1.5 kg Angus Rump Roast
12 mini sweet potatoes, halved
1 tablespoon thyme leaves
2 tablespoons olive oil
4 shallots, peeled and finely diced
1 clove garlic, finely chopped
1 cup full bodied red wine
2 cups good beef stock
2 large sprigs rosemary
30g butter
Pan juices

METHOD

  1. Preheat BBQ to a high heat (200°C). Season beef generously with salt and pepper, place in a lightly greased Grillman Enamel Roasting Tray. Place tray on the BBQ on an indirect heat and cook for 1 ½ hours or until core temperature reaches 60°C for a medium rare result. Use a Grillman Bluetooth Thermometer to monitor temperature while cooking.
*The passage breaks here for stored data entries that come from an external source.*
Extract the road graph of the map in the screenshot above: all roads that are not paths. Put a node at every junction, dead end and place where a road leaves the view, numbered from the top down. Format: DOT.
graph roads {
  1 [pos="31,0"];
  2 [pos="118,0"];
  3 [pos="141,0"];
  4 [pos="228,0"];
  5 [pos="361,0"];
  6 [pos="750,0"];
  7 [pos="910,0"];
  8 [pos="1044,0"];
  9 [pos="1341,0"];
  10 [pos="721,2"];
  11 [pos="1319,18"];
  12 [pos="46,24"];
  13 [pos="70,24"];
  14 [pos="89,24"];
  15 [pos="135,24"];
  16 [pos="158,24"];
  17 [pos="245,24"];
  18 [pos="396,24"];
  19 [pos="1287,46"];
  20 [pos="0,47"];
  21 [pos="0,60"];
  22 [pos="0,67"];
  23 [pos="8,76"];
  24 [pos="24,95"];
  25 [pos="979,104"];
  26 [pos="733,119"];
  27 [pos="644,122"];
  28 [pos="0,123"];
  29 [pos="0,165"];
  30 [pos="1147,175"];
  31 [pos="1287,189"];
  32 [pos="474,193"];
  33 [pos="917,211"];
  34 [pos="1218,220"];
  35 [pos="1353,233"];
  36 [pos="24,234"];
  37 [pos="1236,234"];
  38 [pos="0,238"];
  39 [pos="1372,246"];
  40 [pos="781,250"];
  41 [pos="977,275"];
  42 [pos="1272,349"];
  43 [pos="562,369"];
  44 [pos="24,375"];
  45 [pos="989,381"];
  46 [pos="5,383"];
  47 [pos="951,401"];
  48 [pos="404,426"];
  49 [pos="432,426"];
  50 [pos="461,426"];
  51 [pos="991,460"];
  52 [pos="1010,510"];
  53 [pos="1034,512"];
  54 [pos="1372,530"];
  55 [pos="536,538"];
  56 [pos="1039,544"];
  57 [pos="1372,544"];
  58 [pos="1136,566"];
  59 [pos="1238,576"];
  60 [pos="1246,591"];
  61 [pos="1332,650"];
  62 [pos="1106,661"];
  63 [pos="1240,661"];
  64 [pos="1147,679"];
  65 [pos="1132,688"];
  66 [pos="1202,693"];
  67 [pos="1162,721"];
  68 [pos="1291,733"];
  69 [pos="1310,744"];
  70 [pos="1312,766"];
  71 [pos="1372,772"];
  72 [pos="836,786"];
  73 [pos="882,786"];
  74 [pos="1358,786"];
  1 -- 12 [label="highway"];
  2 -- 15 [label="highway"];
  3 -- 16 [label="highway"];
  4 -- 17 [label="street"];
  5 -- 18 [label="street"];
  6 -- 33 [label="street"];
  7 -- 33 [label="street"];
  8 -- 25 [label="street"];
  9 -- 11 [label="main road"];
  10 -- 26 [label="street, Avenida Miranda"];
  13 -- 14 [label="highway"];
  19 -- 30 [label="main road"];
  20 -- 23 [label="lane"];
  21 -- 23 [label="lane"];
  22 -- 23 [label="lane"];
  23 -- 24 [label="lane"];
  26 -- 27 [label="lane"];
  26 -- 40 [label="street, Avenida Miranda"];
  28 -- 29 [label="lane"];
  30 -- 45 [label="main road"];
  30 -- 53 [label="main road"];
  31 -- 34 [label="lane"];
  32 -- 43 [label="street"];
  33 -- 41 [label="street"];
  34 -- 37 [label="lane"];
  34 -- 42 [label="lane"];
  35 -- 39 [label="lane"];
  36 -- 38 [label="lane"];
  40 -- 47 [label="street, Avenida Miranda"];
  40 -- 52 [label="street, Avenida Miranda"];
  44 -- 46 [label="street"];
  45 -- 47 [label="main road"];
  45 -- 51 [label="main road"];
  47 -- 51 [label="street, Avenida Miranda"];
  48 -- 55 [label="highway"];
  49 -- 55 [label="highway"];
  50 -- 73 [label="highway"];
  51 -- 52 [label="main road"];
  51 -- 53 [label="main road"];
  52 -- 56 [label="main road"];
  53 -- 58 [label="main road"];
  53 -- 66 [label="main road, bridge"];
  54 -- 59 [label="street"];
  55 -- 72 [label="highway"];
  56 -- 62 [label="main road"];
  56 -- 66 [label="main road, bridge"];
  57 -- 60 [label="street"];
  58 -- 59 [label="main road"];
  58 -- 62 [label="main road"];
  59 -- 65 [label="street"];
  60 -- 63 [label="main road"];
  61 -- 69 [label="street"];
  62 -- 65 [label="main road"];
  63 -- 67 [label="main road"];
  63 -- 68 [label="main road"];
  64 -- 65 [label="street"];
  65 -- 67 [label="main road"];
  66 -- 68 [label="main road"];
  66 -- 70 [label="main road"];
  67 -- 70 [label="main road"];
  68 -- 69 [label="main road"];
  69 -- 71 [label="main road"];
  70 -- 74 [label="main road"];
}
  2. Remove roast from the BBQ, drain the juices for the jus and rest the meat covered for at least 20 minutes.
  3. Toss sweet potatoes in 1 tablespoon of oil and thyme leaves and season well with salt and pepper. Place sweet potato on a medium BBQ grill plate and cook for 10-12 minutes each side or until tender.
  4. For the jus, place retained pan juices into a small saucepan over a medium heat. Add shallot and garlic and cook for 3 minutes until tender. Finally add red wine, stock and rosemary and cook for a further 20 – 25 minutes or until sauce reduces by half. Remove the rosemary and stir through the butter until it melts. Season jus with a little salt and pepper.
  5. Spoon jus over sliced beef and serve with sweet potatoes.